20.01.2025

Red Teaming: Hacken – aber ethisch!

Hacker sind eigentlich der größte Alptraum von Unternehmen – und dennoch beauftragen immer mehr Konzerne sie, um durch gezielte Angriffe Schwachstellen in der Unternehmens-IT offenzulegen. Eine besondere Rolle kommt dabei den „Red Teams“ zu. Im Interview berichtet der erfahrene Security-Experte Nico Leidecker von NVISO, was die Vorteile von ethischem Hacken sind und worauf es dabei zu achten gilt.

Herr Leidecker, was genau ist „Red Teaming“ und wie unterscheidet es sich von anderen Formen des Ethical Hacking?

Red Teaming ist eine spezialisierte Form des Ethical Hackings, bei der ein Team von Sicherheitsexperten (das „Red Team“), beauftragt wird, realistische Angriffsszenarien auf ein Unternehmen zu simulieren. Diese Simulationen sind darauf ausgerichtet, Schwachstellen in der IT-Infrastruktur, den Prozessen, aber auch den Mitarbeitern und der physischen Sicherheit des Unternehmens aufzudecken, die von böswilligen Akteuren ausgenutzt werden könnten. Red Teams verwenden dabei Taktiken, Techniken und Prozeduren (TTPs), die von echten Bedrohungsakteuren bekannt sind, um die Verteidigungsmechanismen eines Unternehmens auf die Probe zu stellen.

Der Hauptunterschied zwischen Red Teaming und anderen Formen des Ethical Hackings, wie Penetrationstests, liegt im Umfang und der Herangehensweise. Während Penetrationstests sich in der Regel auf das Identifizieren und Ausnutzen technischer Schwachstellen in spezifischen Systemen konzentrieren, umfasst Red Teaming auch physische und soziale Angriffsmethoden, wie Social Engineering oder physische Infiltration. Das Ziel ist es, die Reaktion des gesamten Sicherheitsapparats eines Unternehmens zu testen, einschließlich der menschlichen und organisatorischen Komponenten.
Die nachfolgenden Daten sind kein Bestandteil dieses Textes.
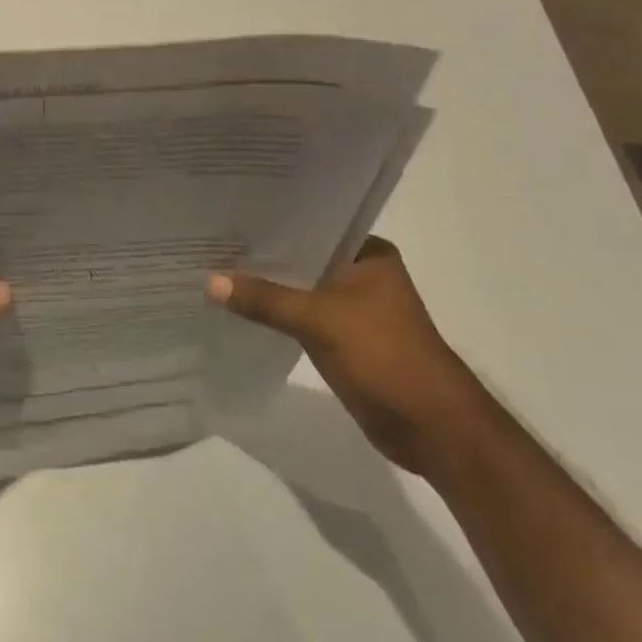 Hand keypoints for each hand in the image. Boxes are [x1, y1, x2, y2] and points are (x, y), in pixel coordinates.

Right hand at [207, 237, 484, 474]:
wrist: (431, 427)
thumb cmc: (384, 356)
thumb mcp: (319, 320)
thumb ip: (265, 299)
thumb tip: (210, 281)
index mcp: (368, 254)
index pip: (311, 224)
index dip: (271, 221)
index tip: (228, 214)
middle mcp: (362, 273)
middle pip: (302, 257)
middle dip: (263, 255)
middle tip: (211, 241)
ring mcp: (353, 307)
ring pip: (299, 288)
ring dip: (267, 286)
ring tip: (215, 269)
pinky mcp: (343, 338)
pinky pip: (300, 316)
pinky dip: (275, 313)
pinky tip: (238, 307) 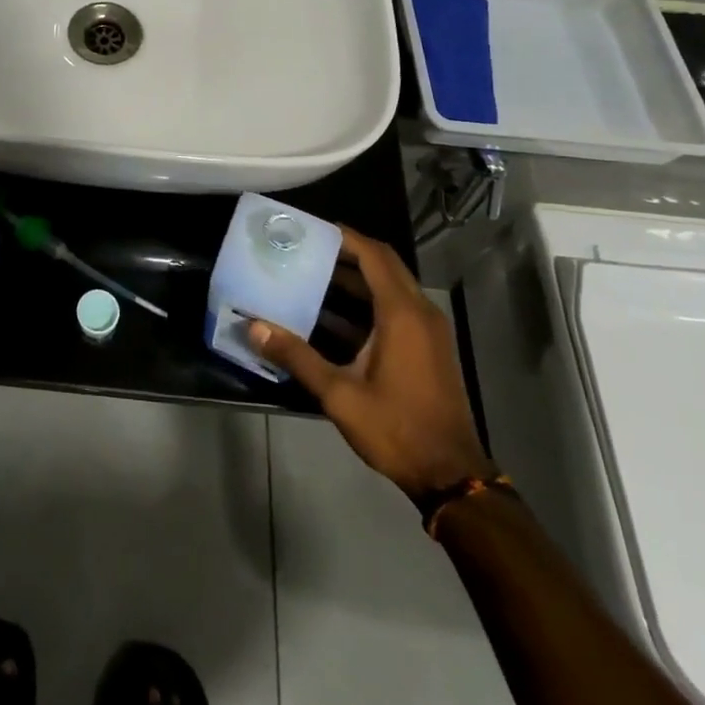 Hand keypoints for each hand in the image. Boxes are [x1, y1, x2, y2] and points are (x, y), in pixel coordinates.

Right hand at [249, 227, 491, 504]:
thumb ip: (296, 356)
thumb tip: (253, 327)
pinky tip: (334, 317)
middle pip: (385, 264)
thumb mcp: (339, 394)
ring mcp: (430, 330)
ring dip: (357, 278)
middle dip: (347, 252)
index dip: (345, 236)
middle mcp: (420, 312)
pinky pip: (398, 307)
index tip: (311, 228)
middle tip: (307, 248)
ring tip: (312, 275)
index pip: (374, 255)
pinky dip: (369, 302)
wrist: (451, 475)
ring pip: (392, 286)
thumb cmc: (396, 428)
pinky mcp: (430, 348)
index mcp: (402, 313) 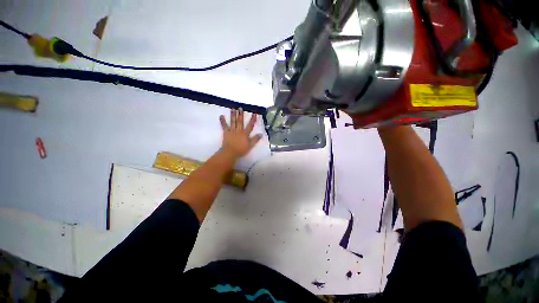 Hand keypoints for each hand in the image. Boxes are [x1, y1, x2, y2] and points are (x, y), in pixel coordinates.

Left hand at [219, 108, 262, 159]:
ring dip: (233, 115)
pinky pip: (224, 126)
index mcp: (245, 134)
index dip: (252, 119)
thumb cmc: (241, 150)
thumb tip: (261, 134)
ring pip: (233, 122)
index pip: (250, 125)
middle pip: (240, 121)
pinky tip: (221, 116)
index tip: (254, 113)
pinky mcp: (226, 133)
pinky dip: (222, 121)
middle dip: (241, 114)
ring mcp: (232, 131)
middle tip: (240, 108)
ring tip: (233, 109)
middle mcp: (239, 130)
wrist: (230, 152)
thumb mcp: (250, 145)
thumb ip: (255, 139)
Ein weiterer Unterschied ist das Ziel der Übung. Red Teaming zielt darauf ab, die gesamte Sicherheitslage eines Unternehmens zu bewerten und zu verbessern, indem es die Reaktionsfähigkeit auf komplexe, mehrschichtige Angriffe testet. Im Gegensatz dazu sind Penetrationstests oft darauf fokussiert, technische Schwachstellen zu identifizieren und zu beheben, ohne den Kontext eines spezifischen Angreifers zu berücksichtigen. Durch diese umfassende Herangehensweise bietet Red Teaming wertvolle Einblicke, wie gut ein Unternehmen gegen fortgeschrittene und gezielte Angriffe gewappnet ist.

Warum gewinnt Red Teaming in der heutigen Cloud-basierten IT-Umgebung an Bedeutung?

Red Teaming gewinnt in der heutigen Cloud-basierten IT-Umgebung zunehmend an Bedeutung, da es Unternehmen ermöglicht, ihre Sicherheitsmaßnahmen gegen fortschrittliche und realistische Bedrohungsszenarien zu testen. Mit der zunehmenden Verlagerung von IT-Infrastrukturen in die Cloud stehen Unternehmen vor neuen Herausforderungen in Bezug auf Sicherheit und Datenschutz. Cloud-Umgebungen sind oft dynamisch und komplex, was es schwieriger macht, alle potenziellen Schwachstellen zu identifizieren und zu beheben.

Darüber hinaus hilft Red Teaming Unternehmen dabei, ihre Sicherheitsstrategien kontinuierlich zu verbessern. Die Erkenntnisse aus den Simulationen ermöglichen es, bestehende Sicherheitslücken zu schließen und die Reaktionsfähigkeit auf tatsächliche Bedrohungen zu erhöhen. In einer Zeit, in der Cyberangriffe immer ausgeklügelter werden und die Bedrohungslandschaft sich ständig verändert, bietet Red Teaming einen proaktiven Ansatz, um die Sicherheit in Cloud-basierten IT-Umgebungen zu stärken.

Können Sie konkrete Beispiele nennen, wie durch Red Teaming schwerwiegende Sicherheitslücken in Cloud-Infrastrukturen aufgedeckt wurden?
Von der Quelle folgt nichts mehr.